__DATA IN THIS EXERCISE__
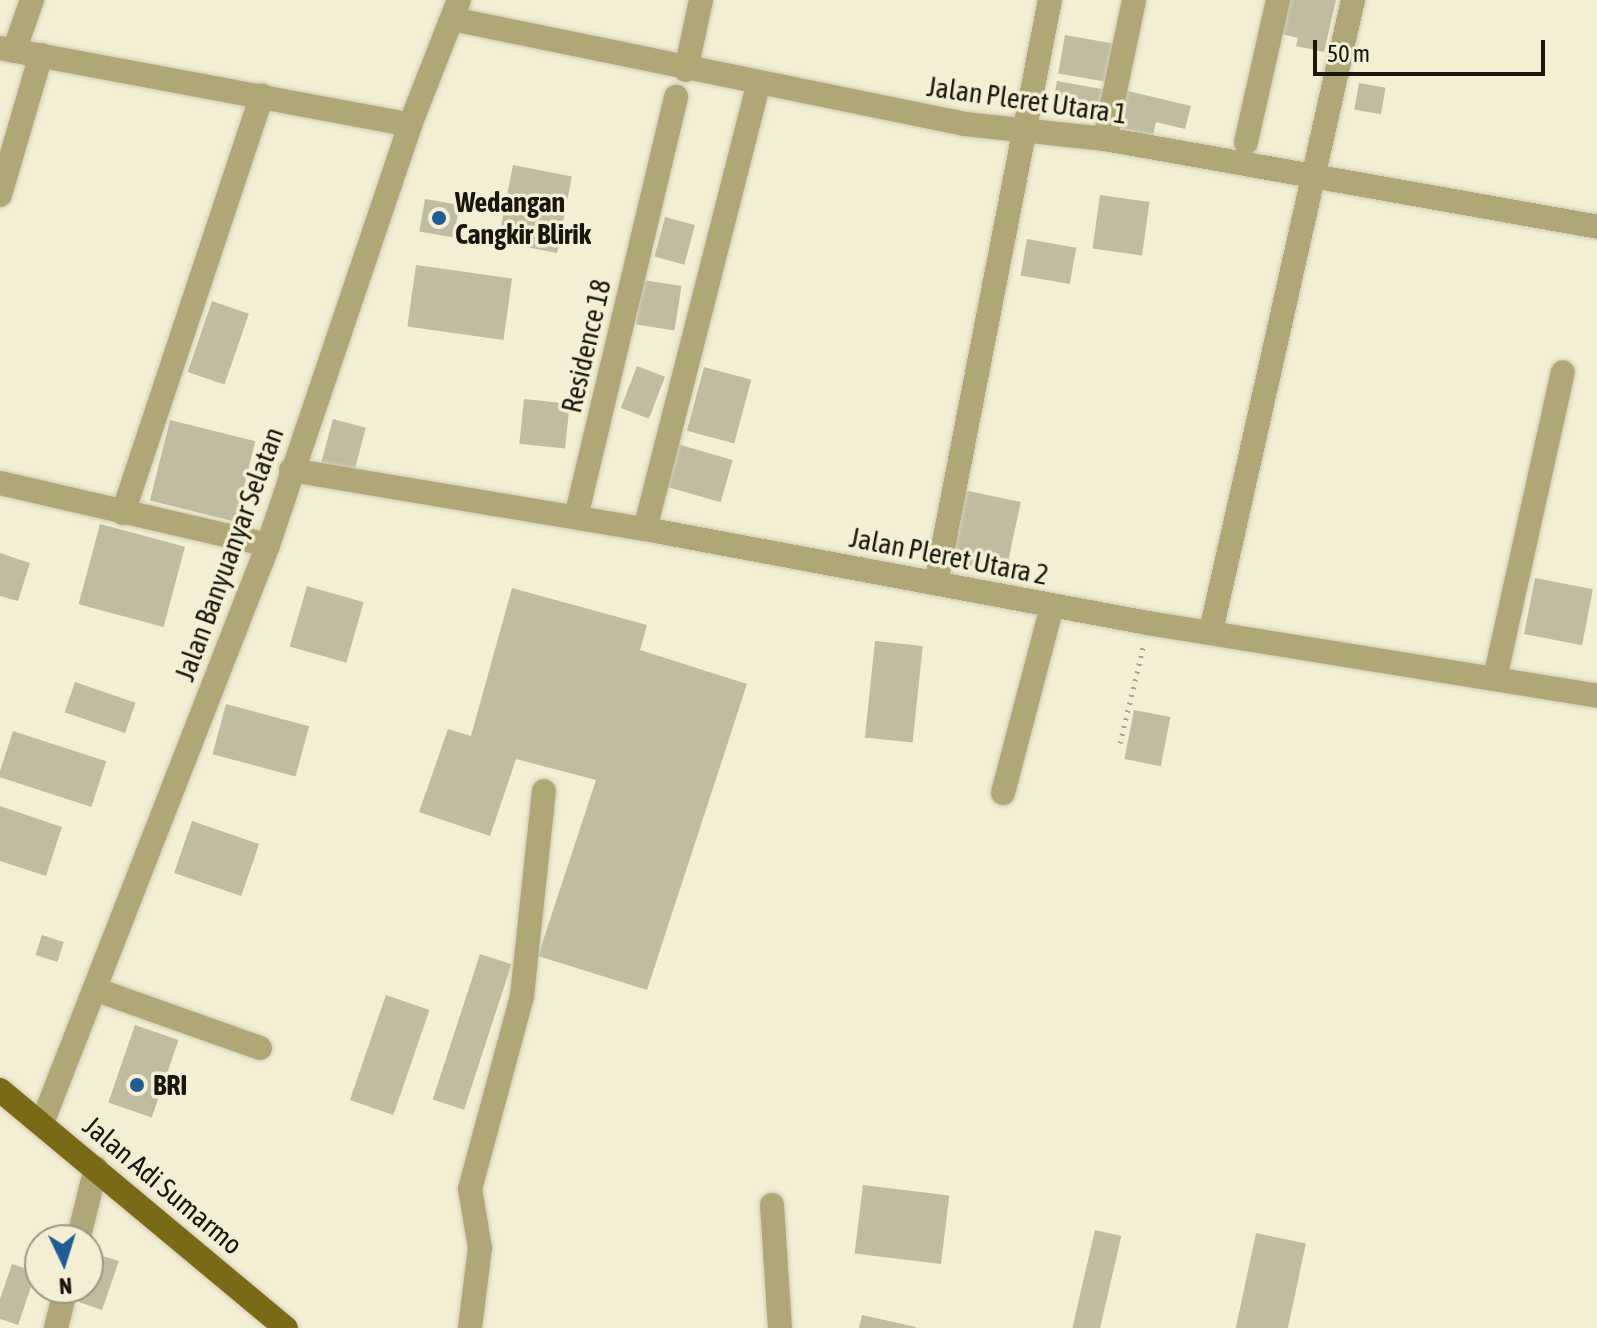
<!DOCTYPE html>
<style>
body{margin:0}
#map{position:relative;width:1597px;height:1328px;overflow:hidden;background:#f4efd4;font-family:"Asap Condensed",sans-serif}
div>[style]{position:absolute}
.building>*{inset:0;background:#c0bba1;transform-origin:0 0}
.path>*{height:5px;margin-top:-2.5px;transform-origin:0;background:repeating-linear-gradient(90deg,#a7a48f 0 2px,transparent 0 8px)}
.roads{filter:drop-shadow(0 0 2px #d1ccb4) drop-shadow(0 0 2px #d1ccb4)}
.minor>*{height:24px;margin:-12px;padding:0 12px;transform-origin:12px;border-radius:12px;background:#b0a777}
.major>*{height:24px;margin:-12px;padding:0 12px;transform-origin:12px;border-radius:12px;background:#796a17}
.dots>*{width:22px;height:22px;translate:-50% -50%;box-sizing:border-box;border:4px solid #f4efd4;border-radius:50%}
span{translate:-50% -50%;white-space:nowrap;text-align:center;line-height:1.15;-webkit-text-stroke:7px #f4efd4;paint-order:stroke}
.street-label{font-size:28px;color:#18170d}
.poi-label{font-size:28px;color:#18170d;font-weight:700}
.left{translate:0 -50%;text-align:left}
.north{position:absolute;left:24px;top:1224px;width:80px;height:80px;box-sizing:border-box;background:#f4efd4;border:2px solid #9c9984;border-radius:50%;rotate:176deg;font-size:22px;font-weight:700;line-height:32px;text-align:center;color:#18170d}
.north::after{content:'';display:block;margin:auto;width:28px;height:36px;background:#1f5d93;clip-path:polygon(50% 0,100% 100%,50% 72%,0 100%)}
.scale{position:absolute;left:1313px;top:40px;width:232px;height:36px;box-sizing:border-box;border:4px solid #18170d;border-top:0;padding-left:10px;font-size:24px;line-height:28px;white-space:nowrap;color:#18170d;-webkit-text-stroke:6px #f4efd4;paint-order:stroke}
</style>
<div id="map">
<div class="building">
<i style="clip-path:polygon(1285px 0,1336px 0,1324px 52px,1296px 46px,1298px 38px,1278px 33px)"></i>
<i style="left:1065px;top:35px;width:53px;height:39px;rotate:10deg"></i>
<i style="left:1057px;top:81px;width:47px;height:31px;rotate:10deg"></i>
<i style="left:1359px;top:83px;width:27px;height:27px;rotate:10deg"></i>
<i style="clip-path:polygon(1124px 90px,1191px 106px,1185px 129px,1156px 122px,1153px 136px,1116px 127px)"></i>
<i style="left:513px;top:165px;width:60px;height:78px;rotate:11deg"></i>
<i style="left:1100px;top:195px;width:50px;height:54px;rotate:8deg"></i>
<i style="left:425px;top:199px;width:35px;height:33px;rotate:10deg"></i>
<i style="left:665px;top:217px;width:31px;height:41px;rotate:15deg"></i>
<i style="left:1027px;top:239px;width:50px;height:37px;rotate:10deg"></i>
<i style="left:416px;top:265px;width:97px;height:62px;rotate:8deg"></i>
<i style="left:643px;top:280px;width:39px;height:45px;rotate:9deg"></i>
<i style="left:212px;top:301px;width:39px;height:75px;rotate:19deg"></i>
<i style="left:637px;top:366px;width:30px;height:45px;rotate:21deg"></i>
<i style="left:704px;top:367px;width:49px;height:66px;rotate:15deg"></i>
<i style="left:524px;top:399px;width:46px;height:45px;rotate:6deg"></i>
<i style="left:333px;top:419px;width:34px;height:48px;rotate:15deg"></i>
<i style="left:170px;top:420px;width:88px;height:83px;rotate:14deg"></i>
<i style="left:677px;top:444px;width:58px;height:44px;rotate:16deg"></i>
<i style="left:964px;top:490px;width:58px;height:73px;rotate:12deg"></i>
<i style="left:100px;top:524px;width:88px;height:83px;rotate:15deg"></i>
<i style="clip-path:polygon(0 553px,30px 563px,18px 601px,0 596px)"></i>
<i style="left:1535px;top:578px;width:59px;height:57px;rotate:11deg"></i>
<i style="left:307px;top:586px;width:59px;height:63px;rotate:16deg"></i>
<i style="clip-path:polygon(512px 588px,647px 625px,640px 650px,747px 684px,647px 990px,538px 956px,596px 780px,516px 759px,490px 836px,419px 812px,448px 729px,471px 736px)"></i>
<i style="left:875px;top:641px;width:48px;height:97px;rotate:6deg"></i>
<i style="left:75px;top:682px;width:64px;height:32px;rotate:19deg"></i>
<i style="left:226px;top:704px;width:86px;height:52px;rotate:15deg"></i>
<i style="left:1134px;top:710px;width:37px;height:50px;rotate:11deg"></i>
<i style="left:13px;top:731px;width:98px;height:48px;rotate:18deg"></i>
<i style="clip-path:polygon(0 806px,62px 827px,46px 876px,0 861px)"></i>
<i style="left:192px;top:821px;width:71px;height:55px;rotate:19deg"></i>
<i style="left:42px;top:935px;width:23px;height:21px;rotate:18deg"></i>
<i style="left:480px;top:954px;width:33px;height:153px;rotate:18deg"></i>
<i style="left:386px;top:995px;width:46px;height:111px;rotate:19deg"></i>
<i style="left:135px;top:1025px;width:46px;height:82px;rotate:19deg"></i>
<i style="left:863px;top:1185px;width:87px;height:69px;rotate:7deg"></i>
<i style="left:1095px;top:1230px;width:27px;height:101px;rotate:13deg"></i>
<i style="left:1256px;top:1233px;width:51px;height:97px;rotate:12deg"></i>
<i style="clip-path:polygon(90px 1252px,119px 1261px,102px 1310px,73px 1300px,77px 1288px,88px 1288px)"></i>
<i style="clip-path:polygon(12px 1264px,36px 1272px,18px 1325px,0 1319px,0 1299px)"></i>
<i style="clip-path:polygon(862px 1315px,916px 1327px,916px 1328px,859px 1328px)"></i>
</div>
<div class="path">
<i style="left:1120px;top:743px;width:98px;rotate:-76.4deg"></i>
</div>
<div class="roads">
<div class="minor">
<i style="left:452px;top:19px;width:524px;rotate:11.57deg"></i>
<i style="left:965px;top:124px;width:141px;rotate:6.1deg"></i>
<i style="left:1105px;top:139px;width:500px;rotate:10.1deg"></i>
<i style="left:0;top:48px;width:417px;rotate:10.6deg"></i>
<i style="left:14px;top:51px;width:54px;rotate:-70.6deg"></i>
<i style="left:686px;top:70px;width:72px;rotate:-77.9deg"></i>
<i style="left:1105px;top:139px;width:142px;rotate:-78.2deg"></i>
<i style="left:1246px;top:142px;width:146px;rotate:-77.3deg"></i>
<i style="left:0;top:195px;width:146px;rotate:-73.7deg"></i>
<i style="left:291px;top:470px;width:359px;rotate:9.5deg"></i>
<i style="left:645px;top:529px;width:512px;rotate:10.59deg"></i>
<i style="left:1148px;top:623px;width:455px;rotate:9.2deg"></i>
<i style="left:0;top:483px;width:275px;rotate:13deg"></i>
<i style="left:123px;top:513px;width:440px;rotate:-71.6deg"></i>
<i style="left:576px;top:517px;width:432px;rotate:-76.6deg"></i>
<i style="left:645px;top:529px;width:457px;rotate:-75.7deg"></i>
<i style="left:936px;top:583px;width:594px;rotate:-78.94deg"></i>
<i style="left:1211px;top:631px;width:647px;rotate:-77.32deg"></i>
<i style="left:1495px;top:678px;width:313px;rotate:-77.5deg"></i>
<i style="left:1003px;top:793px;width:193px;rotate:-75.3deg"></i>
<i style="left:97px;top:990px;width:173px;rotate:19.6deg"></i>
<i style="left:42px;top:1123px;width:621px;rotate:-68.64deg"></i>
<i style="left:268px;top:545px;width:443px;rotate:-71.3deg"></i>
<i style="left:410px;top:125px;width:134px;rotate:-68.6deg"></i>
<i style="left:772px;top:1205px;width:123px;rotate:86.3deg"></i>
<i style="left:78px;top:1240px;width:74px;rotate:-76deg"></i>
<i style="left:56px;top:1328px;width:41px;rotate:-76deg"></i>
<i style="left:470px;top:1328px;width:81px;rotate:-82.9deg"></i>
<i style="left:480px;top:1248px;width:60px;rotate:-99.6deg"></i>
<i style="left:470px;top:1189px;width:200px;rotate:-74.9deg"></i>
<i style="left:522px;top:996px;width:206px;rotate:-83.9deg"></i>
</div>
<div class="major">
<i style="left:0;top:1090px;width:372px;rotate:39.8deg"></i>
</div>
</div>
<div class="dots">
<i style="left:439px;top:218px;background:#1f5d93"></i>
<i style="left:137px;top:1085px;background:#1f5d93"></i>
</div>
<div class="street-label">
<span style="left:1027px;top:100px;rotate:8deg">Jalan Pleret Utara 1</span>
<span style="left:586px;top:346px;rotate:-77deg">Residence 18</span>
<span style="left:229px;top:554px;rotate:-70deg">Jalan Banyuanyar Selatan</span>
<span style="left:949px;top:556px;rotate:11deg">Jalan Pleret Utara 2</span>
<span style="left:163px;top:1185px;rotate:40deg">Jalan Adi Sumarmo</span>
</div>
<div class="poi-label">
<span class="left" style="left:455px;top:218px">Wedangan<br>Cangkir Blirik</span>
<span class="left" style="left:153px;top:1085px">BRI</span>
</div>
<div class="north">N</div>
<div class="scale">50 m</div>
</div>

__HOW TO COMPLETE THIS TASK__
Only the lines that lie between the start of the listing and the line containing "2px #d1ccb4) drop-shadow(0", both included, belong in the answer; write them out exactly and omit pictures.

__TASK RESULT__
<!DOCTYPE html>
<style>
body{margin:0}
#map{position:relative;width:1597px;height:1328px;overflow:hidden;background:#f4efd4;font-family:"Asap Condensed",sans-serif}
div>[style]{position:absolute}
.building>*{inset:0;background:#c0bba1;transform-origin:0 0}
.path>*{height:5px;margin-top:-2.5px;transform-origin:0;background:repeating-linear-gradient(90deg,#a7a48f 0 2px,transparent 0 8px)}
.roads{filter:drop-shadow(0 0 2px #d1ccb4) drop-shadow(0 0 2px #d1ccb4)}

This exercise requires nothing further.